#### [Exercise instructions]
Tally the lines below that include the string "Карпатська". Reply with the total only.

#### [Data for this exercise]

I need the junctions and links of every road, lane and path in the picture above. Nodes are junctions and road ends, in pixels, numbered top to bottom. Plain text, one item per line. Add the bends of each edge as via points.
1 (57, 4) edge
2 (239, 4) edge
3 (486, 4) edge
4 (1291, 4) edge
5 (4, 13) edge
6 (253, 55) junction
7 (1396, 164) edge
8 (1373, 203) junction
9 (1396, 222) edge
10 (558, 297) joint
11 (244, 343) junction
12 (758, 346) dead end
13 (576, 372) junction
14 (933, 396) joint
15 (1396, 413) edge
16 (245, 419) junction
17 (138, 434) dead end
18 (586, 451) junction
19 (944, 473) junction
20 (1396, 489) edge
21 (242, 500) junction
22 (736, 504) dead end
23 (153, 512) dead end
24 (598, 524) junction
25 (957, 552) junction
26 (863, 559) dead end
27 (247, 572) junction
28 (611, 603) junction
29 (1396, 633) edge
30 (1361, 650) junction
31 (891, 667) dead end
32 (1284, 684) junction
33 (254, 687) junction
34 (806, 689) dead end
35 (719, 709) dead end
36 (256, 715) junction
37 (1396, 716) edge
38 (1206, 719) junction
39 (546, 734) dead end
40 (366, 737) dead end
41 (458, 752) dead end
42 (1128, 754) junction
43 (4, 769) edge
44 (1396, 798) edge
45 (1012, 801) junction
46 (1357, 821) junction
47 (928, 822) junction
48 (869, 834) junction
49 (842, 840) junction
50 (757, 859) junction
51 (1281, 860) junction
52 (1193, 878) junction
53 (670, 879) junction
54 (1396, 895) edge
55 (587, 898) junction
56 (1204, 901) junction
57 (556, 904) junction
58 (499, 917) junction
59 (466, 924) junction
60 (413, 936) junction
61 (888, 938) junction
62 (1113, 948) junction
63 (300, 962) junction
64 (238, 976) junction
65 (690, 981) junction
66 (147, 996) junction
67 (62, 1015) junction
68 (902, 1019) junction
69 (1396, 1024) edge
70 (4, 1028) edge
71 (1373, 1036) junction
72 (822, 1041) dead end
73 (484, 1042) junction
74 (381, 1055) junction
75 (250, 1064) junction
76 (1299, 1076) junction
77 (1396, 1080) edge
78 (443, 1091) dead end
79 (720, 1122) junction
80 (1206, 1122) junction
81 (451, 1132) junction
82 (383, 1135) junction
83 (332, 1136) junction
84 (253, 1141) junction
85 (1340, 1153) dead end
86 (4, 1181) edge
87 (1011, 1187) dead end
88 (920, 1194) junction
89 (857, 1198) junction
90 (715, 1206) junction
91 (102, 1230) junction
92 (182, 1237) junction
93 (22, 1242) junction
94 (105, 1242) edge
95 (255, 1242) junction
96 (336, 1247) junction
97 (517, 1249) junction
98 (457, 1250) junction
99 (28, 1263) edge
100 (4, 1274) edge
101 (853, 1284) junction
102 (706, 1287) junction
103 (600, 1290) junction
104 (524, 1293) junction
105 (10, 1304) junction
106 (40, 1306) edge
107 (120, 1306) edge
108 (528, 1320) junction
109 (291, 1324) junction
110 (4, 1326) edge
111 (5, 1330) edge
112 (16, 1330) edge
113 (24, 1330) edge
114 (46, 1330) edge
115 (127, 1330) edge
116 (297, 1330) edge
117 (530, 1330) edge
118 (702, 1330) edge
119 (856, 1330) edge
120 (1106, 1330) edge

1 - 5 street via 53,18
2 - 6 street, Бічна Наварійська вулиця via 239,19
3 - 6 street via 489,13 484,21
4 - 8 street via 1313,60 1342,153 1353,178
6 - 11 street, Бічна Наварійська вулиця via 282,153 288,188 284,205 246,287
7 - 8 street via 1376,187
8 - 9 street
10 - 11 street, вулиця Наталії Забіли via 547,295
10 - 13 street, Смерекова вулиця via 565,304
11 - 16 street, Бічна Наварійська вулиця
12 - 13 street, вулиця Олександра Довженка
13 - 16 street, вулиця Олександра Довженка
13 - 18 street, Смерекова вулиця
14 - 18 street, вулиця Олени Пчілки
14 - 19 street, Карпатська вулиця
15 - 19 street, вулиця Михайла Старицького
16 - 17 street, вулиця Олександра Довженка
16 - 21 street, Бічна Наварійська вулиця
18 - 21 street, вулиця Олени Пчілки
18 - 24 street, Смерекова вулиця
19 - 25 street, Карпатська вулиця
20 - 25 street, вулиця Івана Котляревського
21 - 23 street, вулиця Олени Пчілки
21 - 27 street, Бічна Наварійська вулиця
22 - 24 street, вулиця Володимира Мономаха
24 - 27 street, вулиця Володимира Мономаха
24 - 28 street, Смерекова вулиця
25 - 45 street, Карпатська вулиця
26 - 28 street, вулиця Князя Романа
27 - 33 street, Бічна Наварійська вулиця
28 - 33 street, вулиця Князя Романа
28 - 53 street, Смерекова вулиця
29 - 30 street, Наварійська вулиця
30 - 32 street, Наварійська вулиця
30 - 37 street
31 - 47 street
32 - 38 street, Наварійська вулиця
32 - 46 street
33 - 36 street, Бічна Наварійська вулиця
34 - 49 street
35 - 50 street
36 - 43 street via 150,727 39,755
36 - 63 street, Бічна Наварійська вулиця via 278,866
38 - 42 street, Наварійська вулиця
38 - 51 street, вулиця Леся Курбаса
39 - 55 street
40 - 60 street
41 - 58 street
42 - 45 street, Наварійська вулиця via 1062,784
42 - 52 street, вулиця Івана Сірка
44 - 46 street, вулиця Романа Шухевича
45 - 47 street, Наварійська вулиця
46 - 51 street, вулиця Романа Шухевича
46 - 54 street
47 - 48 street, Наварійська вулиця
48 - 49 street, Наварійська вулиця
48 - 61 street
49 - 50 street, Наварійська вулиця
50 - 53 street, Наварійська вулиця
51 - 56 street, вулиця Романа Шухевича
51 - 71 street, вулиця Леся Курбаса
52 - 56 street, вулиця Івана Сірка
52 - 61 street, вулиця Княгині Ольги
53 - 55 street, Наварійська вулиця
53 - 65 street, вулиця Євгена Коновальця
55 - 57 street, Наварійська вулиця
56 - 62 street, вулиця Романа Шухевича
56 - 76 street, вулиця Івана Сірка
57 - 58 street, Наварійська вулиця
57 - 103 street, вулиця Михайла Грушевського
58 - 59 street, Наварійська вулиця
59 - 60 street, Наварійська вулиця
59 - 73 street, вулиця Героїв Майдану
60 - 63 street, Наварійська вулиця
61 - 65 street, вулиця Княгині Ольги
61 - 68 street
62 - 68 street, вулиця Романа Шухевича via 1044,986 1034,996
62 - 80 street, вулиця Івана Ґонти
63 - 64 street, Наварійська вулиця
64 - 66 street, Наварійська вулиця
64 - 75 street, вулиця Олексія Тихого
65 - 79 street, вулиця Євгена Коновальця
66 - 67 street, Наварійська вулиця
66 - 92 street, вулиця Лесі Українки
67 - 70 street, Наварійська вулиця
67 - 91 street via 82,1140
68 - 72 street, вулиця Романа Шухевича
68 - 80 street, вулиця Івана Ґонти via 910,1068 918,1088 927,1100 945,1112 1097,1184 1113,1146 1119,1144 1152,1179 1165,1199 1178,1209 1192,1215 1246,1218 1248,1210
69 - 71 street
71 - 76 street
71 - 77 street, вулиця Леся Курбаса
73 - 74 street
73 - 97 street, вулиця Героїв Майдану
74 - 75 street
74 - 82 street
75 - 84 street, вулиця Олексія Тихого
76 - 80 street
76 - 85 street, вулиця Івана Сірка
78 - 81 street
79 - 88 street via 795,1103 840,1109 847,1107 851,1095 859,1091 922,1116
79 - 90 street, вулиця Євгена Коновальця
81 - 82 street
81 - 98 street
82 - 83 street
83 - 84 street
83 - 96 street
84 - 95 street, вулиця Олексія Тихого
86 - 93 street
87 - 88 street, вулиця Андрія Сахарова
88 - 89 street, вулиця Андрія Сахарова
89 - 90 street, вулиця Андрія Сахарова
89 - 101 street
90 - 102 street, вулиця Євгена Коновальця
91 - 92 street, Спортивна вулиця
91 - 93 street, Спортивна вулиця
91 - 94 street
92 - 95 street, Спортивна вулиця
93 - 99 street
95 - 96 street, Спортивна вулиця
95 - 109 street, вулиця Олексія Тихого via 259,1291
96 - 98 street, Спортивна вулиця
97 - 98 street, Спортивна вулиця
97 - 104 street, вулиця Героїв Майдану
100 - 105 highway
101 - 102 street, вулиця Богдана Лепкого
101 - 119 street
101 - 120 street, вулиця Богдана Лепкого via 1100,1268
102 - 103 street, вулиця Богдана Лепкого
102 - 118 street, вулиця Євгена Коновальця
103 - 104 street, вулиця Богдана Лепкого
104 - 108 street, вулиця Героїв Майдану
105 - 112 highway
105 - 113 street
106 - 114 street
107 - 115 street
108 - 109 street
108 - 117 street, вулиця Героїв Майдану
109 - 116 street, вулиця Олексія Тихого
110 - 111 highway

#### [Problem solution]
3